Expert takes closer look at alleged da Vinci self-portrait
This is a photo of the suspected Da Vinci portrait Dr. David Bershad will be investigating.
 This is a photo of the suspected Da Vinci portrait Dr. David Bershad will be investigating.
CALGARY — The image has none of the allure of Mona Lisa's enigmatic smile but a portrait of a middle-aged man — thought to be a self-portrait painted by Leonardo da Vinci — has raised almost as many questions.
A Calgary art historian — along with a baker's dozen of scientists — hope to find the answers in a detective story that could have a priceless payoff.
David Bershad, an art history professor at St. Mary's University and the University of Calgary, will head to Chieti, Italy, next month to help assess the authenticity of the portrait and attempt to determine if it were painted by da Vinci hundreds of years ago.
The oil-on-wood painting was discovered in 2009 by a medieval historian studying the picture collection of a family in southern Italy. Now known as the Acarenza Portrait — after the Italian town where it was discovered — the painting is of a middle-aged man with blue eyes, long, greying hair and a moustache.
The question to answer is whether the image is a self-portrait of the Renaissance master himself.

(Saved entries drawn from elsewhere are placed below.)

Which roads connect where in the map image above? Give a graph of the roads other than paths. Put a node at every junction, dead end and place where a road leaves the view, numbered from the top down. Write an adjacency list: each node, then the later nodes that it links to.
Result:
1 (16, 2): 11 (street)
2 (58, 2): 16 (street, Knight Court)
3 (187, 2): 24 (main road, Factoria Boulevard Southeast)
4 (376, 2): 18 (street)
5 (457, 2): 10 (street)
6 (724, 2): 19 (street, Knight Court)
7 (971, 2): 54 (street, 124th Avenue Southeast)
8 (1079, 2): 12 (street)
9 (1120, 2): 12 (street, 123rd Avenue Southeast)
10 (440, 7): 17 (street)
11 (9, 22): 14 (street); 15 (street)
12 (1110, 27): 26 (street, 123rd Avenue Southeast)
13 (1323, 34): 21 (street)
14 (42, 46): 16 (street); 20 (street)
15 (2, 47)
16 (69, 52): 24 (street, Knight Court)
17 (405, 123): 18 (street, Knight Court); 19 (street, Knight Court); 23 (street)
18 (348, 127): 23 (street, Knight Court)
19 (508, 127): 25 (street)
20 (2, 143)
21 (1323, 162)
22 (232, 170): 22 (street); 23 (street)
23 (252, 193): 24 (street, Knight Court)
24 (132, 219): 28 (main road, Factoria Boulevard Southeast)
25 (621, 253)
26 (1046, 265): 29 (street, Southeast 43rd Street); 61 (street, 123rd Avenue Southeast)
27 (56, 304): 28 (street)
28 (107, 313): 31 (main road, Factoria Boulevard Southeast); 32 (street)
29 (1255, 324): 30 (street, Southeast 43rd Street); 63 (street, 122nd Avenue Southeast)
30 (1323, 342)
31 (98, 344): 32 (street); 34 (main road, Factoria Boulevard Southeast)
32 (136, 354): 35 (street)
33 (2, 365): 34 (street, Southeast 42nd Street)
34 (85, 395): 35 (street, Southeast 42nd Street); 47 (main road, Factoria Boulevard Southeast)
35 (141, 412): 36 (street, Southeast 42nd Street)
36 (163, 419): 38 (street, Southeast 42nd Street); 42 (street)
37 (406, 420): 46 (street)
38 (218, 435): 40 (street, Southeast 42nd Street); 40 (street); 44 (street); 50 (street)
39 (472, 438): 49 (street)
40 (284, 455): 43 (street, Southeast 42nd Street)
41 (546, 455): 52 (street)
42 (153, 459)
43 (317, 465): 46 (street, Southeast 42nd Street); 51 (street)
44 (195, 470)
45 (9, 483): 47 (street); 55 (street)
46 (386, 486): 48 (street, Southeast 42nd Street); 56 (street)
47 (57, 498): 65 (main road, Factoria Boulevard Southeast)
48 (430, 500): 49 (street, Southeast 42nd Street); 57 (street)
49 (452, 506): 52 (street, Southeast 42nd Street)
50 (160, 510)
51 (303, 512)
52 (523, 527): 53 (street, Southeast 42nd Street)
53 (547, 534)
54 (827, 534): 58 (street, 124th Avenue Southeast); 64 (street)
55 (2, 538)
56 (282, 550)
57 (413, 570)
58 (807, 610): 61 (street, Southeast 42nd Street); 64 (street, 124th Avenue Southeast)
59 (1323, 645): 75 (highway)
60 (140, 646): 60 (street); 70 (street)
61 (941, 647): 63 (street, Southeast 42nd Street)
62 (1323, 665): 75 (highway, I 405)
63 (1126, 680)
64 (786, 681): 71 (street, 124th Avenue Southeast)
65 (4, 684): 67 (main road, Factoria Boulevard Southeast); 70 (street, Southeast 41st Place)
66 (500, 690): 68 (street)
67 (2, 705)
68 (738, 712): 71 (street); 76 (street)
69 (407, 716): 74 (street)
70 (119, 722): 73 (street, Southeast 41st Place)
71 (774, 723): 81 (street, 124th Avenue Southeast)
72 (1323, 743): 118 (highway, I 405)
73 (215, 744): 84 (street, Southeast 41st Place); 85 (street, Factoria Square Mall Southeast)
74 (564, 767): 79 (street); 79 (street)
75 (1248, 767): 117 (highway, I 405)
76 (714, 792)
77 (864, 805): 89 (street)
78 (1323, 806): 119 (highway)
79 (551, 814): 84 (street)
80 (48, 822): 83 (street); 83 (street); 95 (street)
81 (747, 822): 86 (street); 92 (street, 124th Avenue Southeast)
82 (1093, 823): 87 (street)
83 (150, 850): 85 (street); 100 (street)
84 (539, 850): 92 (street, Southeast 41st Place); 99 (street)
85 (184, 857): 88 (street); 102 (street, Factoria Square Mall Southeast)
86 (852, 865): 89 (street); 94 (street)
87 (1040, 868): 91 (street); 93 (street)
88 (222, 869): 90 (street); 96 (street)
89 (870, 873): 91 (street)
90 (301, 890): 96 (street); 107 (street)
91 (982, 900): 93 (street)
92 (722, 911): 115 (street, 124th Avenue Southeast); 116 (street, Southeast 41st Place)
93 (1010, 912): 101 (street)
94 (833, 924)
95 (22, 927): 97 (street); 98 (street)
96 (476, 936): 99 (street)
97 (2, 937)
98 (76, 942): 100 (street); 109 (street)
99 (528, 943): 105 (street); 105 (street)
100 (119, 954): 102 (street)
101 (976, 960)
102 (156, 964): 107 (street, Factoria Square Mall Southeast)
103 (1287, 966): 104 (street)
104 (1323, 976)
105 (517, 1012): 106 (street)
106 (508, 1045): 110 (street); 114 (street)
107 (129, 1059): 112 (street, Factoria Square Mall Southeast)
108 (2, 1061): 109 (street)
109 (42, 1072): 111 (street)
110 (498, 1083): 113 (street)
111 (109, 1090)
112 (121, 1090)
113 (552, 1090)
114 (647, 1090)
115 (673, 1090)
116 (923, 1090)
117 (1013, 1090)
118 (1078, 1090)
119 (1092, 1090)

The answer could be priceless.
"It would be the most important Leonardo discovery in the last 150 years," Bershad said. "It would be impossible to put a value on it."
The investigation echoes da Vinci's own passions, intertwining the worlds of art and science.
Bershad is the only art historian — and the lone North American — on the 14-member panel; the rest are scientists.
Like a modern detective story, finding the clues to answer the question of the painting's provenance will take old-fashioned research and the tools of modern science: forensic tests, fingerprint analysis, facial recognition technology and techniques to analyze the types of spores in the wood, the pigments in the paint.
"It shows this extraordinary interweaving between the arts, humanities and sciences. It's the personification of interdisciplinary studies," Bershad said.
Bershad's role will be to work backward, delving through archives in search of bibliographies and inventories, pulling threads that could trace the history of the painting to its origins.
There will be no definitive answer to this mystery, however. Identifying a painter or subject is not a science, Bershad said.
"Even the best scientific analysis can only tell you when it dated from," he said. "But you still haven't proved without any doubt whatsoever that it is Leonardo or that it is painted by Leonardo. Nothing will be 100 per cent with a smoking gun."
The results of the scientific analysis on the 61x43-centimetre piece will be unveiled in on May 8 at a conference at the University of Chieti. Bershad has received the data little by little but said he will hold on to his opinion until he sees the work in person next month.
The professor, who has lectured and researched da Vinci extensively during his 40 years studying the Italian Renaissance, said that even if the painting is of another man done by da Vinci the news will resound throughout the academic and art world.
"A work by a great master, whether from the Renaissance or a different period, is an exciting discovery," he said. "Everyone wants to find a new masterpiece."